A young Aboriginal man at the centre of a youth detention scandal in the Northern Territory, in which he was gassed and tortured by guards, has had a major court victory overturned on appeal. Hannah Marshall from Marque Lawyers explains.
News outlets can exhale after the Voller defamation appeal decision, at least for now.
The case is pretty well publicised. We wrote about the primary judgment here. It’s novel because Dylan Voller is arguing that the news outlets which host Facebook pages are responsible for defamatory third party comments on those pages.
Normally, you’d see an action against the author of the comments, or the platform itself.
The parties asked the court to answer a separate question before the matter progressed towards a final hearing. The question was are the news outlets ‘publishers’ of the defamatory comments? Publication is an element of a defamation claim.
If the answer was no, the news outlets win and the case is over. If the answer was yes, then the case would proceed and all the other issues like imputations and defences would be argued at the final hearing.
The first instance decision threw the industry into a tail spin. The judge said yes the news outlets are publishers in the broad sense required to establish a defamation claim. He went on to class them as ‘primary’ publishers, because they facilitated and encouraged the comments, and because they could theoretically pre-moderate them by using a system of filtering and releasing comments.
The finding that they were primary publishers was huge, because it rendered them liable from the moment of the comment’s posting and meant that they could not rely on an innocent dissemination defence prior to being notified of the defamation.
For the most part, platforms and content hosts have only been liable after receiving notification of the defamatory content up to now. That meant notice and takedown procedures were sufficient to manage defamation risk. But under the first Voller decision, all that went out the window.
Hence the appeal. The appeal court upheld the finding that the news outlets were publishers in the broad sense. But they stopped right there. That was the only question put to the court, and they said the primary judge should have gone no further than that.
That means the news outlets can still argue that they were not primary publishers and rely on an innocent dissemination defence at the final hearing. The fact of them being publishers in that broad sense only is far less controversial, and far more consistent with other cases.
With that part of the earlier ruling set aside, things are looking a bit rosier for the news outlets.

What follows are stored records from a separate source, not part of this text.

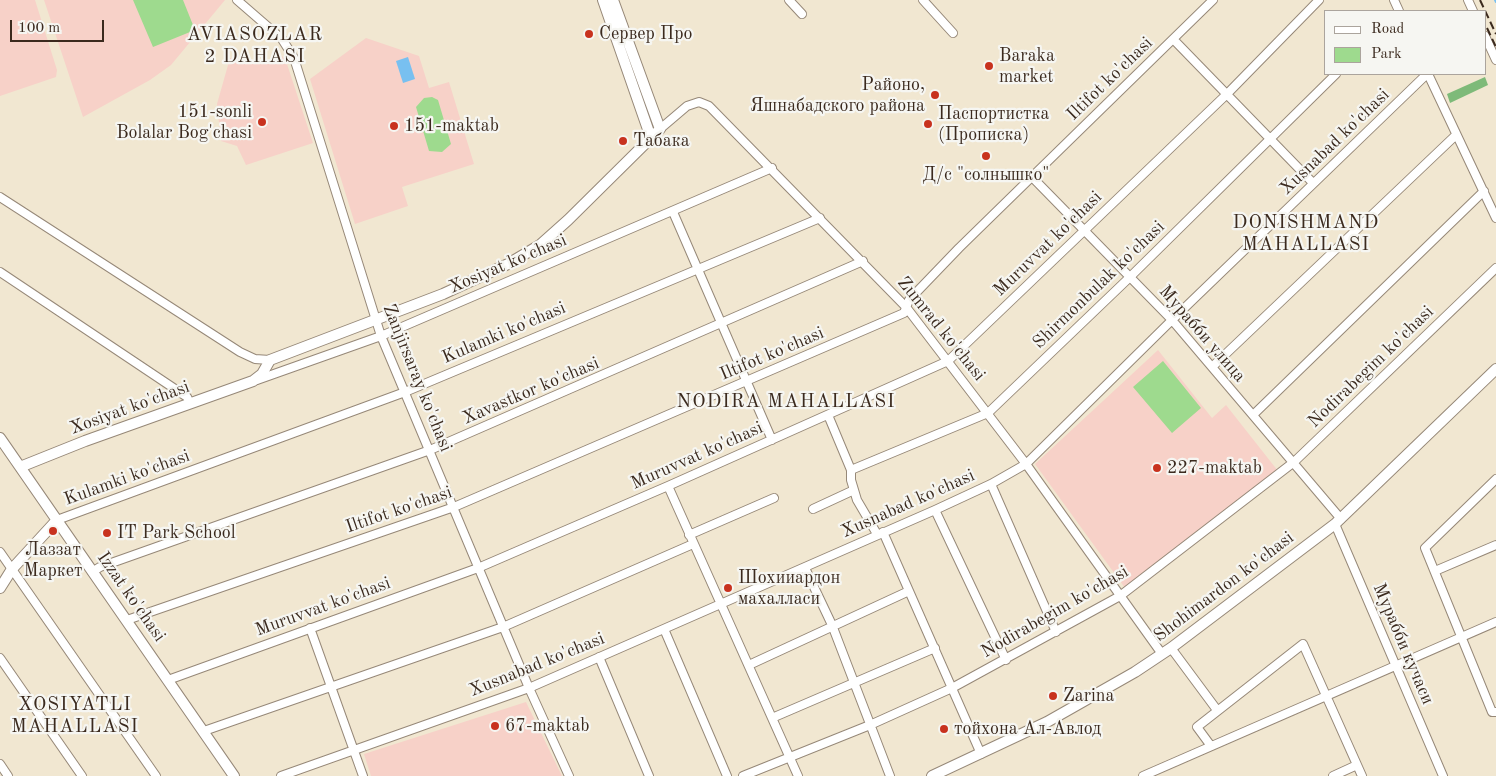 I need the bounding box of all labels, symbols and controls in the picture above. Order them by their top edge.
scale bar [12,10,106,42]
legend [1324,10,1486,75]
text: 100 m [18,21,60,36]
text: Road [1371,22,1404,37]
place label: Сервер Про [599,23,692,45]
district label: AVIASOZLAR 2 DAHASI [186,24,324,68]
marker: Сервер Про [583,28,595,40]
street label: Iltifot ko'chasi [1063,33,1157,125]
place label: Baraka market [999,45,1055,88]
text: Park [1371,47,1402,62]
marker: Baraka market [983,60,995,72]
place label: Районо, Яшнабадского района [750,74,925,116]
street label: Xusnabad ko'chasi [1276,84,1394,200]
marker: Районо, Яшнабадского района [929,89,941,101]
place label: 151-sonli Bolalar Bog'chasi [116,101,252,144]
place label: Паспортистка (Прописка) [938,103,1049,146]
place label: 151-maktab [404,115,499,137]
marker: 151-sonli Bolalar Bog'chasi [256,116,268,128]
marker: Паспортистка (Прописка) [922,118,934,130]
marker: 151-maktab [388,120,400,132]
place label: Табака [633,130,690,152]
marker: Табака [617,135,629,147]
marker: Д/с "солнышко" [980,150,992,162]
place label: Д/с "солнышко" [923,164,1049,186]
street label: Muruvvat ko'chasi [989,187,1107,301]
district label: DONISHMAND MAHALLASI [1231,212,1381,256]
street label: Shirmonbulak ko'chasi [1029,216,1169,354]
street label: Xosiyat ko'chasi [446,230,570,298]
street label: Zumrad ko'chasi [892,272,990,386]
street label: Мурабби улица [1154,281,1250,387]
street label: Kulamki ko'chasi [439,297,569,369]
street label: Zanjirsaray ko'chasi [377,301,457,455]
street label: Nodirabegim ko'chasi [1304,301,1438,433]
street label: Iltifot ko'chasi [717,322,827,386]
street label: Xavastkor ko'chasi [459,352,603,430]
street label: Xosiyat ko'chasi [67,376,193,440]
district label: NODIRA MAHALLASI [675,391,897,413]
street label: Muruvvat ko'chasi [628,417,766,495]
street label: Kulamki ko'chasi [61,445,193,511]
place label: 227-maktab [1167,457,1262,479]
marker: 227-maktab [1151,462,1163,474]
street label: Xusnabad ko'chasi [838,465,978,543]
street label: Iltifot ko'chasi [343,482,455,538]
place label: IT Park School [117,522,236,544]
marker: Лаззат Маркет [47,525,59,537]
marker: IT Park School [101,527,113,539]
street label: Shohimardon ko'chasi [1150,527,1298,647]
place label: Лаззат Маркет [23,539,83,582]
street label: Izzat ko'chasi [92,548,170,646]
street label: Nodirabegim ko'chasi [977,561,1133,663]
place label: Шохииардон махалласи [738,567,840,610]
street label: Muruvvat ko'chasi [252,573,394,641]
street label: Мурабби кучаси [1368,580,1438,708]
marker: Шохииардон махалласи [722,582,734,594]
street label: Xusnabad ko'chasi [466,628,608,702]
place label: Zarina [1063,685,1114,707]
marker: Zarina [1047,690,1059,702]
district label: XOSIYATLI MAHALLASI [10,694,140,738]
place label: 67-maktab [505,715,589,737]
place label: тойхона Ал-Авлод [954,718,1101,740]
marker: 67-maktab [489,720,501,732]
marker: тойхона Ал-Авлод [938,723,950,735]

The primary judge’s logic was questionable and there’s a decent chance of a different outcome at a final hearing. Plus there are defences to argue, including a protection under the Broadcasting Services Act which says defamation laws can’t make internet content hosts liable for content when they weren’t aware of its nature.
In practical terms, the appeal decision means that the law does not require the strangled system of filtering and releasing comments proposed by the primary judge. It may yet do so, but we’re betting against it.